------ Listed entries

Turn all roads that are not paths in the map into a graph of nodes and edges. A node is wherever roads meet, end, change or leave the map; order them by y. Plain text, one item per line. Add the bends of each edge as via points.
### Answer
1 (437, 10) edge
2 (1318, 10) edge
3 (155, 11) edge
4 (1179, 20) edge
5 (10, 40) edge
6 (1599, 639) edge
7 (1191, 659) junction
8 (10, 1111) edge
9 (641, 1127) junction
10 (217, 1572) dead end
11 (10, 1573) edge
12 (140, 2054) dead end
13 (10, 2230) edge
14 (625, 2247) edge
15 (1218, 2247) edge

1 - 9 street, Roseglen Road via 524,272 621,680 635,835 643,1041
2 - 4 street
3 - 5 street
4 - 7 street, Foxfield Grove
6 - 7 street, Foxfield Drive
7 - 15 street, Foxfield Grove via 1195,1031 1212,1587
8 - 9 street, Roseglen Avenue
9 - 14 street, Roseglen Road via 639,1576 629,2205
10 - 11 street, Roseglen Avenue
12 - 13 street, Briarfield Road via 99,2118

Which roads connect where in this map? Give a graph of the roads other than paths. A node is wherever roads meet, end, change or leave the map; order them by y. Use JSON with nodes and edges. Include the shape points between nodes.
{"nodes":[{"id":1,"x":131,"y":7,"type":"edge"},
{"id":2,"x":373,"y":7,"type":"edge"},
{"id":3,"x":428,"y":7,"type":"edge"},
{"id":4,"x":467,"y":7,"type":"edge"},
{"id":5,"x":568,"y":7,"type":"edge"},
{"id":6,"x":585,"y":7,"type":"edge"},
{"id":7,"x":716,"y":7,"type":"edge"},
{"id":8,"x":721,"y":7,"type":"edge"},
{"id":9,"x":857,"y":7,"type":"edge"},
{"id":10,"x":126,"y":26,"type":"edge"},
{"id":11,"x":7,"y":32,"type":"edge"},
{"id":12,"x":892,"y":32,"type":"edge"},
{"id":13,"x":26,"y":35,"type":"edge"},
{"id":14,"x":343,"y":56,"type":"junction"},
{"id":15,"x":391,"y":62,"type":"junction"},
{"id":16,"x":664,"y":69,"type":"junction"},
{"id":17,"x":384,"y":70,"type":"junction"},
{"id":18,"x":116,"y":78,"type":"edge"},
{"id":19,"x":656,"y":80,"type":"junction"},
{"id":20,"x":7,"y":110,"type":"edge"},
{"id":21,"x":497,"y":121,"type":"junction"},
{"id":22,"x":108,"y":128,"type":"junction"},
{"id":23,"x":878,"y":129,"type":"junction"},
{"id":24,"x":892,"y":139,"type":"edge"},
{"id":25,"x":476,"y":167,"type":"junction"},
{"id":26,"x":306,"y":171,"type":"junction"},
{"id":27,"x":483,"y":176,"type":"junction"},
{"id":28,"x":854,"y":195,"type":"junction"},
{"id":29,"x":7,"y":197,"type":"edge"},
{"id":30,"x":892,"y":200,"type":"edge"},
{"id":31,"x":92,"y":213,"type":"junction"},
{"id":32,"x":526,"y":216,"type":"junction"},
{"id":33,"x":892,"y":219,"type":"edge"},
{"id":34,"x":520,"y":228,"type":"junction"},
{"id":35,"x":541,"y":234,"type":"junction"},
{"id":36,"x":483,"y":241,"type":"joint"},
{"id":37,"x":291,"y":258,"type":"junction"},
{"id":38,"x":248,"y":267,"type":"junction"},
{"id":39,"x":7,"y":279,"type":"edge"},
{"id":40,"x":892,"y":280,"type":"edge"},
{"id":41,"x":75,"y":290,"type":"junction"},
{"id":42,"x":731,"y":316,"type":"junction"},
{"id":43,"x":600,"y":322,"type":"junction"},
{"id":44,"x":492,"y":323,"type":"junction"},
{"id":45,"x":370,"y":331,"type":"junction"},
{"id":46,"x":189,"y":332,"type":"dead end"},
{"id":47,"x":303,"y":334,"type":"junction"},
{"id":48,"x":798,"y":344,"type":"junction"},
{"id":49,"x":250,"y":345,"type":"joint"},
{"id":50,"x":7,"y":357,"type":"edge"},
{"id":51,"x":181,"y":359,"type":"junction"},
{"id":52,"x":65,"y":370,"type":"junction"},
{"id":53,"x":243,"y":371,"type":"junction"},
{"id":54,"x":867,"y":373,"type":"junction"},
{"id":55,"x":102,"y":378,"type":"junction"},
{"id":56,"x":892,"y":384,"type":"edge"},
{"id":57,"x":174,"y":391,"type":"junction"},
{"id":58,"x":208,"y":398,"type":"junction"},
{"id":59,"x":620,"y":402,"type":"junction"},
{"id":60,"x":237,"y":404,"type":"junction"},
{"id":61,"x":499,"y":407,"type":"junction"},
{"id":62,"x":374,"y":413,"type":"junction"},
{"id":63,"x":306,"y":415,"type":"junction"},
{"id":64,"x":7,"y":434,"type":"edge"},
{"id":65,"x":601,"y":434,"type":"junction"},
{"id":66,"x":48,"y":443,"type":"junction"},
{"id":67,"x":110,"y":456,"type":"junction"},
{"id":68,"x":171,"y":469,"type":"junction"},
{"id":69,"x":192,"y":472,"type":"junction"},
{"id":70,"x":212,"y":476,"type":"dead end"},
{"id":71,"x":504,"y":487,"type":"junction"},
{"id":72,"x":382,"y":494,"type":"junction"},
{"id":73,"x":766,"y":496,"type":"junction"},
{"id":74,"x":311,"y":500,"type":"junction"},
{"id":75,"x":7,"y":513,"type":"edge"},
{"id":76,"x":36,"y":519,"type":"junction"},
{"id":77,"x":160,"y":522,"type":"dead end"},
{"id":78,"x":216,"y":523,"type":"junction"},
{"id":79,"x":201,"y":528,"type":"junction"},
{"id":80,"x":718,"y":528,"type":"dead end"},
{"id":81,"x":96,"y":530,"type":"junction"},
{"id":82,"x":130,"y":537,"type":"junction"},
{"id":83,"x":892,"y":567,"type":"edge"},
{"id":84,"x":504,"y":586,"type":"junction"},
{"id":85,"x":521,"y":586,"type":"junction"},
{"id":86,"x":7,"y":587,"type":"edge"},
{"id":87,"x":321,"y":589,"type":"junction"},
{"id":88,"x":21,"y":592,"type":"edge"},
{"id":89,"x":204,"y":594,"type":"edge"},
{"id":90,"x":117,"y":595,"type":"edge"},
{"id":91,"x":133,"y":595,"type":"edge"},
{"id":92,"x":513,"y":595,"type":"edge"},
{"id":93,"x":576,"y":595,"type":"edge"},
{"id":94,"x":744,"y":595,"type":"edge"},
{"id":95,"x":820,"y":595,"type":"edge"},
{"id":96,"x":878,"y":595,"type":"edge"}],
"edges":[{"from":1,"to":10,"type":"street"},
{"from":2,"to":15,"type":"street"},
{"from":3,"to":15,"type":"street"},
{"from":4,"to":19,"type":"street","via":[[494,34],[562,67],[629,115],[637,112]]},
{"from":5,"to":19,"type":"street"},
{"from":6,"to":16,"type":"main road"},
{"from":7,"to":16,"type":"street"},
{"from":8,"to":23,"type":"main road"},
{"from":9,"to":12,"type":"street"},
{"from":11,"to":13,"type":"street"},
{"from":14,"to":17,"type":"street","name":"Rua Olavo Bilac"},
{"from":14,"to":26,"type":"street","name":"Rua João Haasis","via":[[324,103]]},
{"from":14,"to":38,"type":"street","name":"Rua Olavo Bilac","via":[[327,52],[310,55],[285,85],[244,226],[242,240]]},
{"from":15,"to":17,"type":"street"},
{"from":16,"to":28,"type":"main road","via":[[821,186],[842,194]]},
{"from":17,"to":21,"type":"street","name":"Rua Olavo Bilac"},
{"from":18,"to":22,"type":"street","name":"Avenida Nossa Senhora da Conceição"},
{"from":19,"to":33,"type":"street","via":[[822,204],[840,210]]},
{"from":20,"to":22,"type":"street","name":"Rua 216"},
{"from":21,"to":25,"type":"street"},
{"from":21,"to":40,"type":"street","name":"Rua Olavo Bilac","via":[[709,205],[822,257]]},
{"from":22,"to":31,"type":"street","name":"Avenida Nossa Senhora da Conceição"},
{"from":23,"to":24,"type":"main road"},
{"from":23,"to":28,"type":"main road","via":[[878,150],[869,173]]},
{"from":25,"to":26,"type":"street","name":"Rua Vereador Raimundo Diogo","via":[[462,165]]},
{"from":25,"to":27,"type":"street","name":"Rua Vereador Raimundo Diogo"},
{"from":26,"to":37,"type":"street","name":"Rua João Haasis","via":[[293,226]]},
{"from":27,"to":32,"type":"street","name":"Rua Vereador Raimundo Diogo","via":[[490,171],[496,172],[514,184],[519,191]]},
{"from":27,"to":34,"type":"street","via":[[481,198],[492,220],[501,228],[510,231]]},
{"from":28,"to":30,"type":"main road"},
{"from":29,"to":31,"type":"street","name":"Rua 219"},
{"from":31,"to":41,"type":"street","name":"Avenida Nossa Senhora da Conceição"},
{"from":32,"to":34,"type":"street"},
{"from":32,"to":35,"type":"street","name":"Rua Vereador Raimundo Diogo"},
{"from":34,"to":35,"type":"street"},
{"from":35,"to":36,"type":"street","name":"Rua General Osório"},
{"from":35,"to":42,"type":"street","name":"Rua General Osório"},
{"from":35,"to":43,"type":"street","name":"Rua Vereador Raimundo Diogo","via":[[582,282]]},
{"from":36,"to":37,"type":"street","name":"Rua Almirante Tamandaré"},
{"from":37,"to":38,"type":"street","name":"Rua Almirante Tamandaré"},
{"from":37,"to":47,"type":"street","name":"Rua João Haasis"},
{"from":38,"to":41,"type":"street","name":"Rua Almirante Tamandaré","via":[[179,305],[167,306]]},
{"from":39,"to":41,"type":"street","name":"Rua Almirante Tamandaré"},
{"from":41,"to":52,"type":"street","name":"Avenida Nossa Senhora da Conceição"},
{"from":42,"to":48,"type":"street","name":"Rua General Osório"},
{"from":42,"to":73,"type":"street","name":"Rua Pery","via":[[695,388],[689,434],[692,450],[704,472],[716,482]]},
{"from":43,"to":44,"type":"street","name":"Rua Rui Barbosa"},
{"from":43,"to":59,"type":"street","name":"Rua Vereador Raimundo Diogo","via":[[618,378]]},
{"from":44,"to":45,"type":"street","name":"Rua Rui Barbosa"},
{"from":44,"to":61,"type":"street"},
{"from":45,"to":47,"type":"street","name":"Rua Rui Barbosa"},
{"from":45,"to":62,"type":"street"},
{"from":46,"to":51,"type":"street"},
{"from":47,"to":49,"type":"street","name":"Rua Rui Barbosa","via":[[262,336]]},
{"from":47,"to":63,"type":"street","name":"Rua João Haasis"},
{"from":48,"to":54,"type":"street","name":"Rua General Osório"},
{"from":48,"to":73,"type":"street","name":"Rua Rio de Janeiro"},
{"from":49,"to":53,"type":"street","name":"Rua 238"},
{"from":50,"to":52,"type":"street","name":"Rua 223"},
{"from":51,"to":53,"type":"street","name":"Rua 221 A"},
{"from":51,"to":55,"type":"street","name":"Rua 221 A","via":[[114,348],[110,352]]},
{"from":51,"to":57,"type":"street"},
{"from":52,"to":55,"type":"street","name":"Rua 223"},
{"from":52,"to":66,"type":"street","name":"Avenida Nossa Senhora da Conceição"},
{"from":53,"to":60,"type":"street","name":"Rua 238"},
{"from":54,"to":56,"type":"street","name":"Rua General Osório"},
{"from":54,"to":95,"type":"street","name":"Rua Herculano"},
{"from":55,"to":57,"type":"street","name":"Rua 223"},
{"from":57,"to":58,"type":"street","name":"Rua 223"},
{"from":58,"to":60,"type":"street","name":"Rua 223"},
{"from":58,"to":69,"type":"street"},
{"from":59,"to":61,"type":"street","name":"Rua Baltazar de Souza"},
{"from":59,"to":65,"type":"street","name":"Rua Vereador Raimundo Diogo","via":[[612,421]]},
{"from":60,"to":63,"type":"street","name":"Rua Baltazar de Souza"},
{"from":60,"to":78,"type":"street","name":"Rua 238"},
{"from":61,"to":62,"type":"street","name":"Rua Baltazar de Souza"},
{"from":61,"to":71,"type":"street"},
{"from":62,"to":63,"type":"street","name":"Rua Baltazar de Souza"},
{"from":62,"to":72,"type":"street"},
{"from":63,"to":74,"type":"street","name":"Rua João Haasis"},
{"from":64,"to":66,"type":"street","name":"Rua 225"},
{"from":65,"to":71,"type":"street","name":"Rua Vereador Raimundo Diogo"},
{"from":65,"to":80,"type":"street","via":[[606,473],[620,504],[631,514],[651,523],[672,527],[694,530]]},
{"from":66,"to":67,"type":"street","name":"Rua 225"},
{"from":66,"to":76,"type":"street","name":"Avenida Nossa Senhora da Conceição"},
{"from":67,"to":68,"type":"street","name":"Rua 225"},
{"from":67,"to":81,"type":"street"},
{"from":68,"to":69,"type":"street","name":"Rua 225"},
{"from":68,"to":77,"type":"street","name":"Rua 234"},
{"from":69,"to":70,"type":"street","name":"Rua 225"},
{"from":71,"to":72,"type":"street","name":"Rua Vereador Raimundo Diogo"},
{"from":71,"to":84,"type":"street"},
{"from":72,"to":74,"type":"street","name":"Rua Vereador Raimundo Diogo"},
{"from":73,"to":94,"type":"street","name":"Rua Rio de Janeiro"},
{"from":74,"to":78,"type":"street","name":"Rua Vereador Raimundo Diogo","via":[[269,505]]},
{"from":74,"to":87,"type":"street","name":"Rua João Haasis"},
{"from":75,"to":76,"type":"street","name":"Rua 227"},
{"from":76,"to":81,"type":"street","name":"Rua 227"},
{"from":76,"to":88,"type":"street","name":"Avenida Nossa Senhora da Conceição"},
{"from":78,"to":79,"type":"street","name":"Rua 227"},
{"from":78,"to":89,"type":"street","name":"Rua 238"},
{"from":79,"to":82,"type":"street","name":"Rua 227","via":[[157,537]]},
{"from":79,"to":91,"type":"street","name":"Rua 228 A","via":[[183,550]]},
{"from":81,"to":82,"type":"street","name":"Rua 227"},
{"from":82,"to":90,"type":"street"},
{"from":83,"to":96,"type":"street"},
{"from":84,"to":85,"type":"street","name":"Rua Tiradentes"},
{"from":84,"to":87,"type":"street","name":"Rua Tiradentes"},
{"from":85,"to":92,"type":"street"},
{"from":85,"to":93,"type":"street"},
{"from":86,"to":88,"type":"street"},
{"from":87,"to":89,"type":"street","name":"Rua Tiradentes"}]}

------------

What is required: A single number is the whole answer: the tally of lines in the entries that hold "order".

Result for this task: 2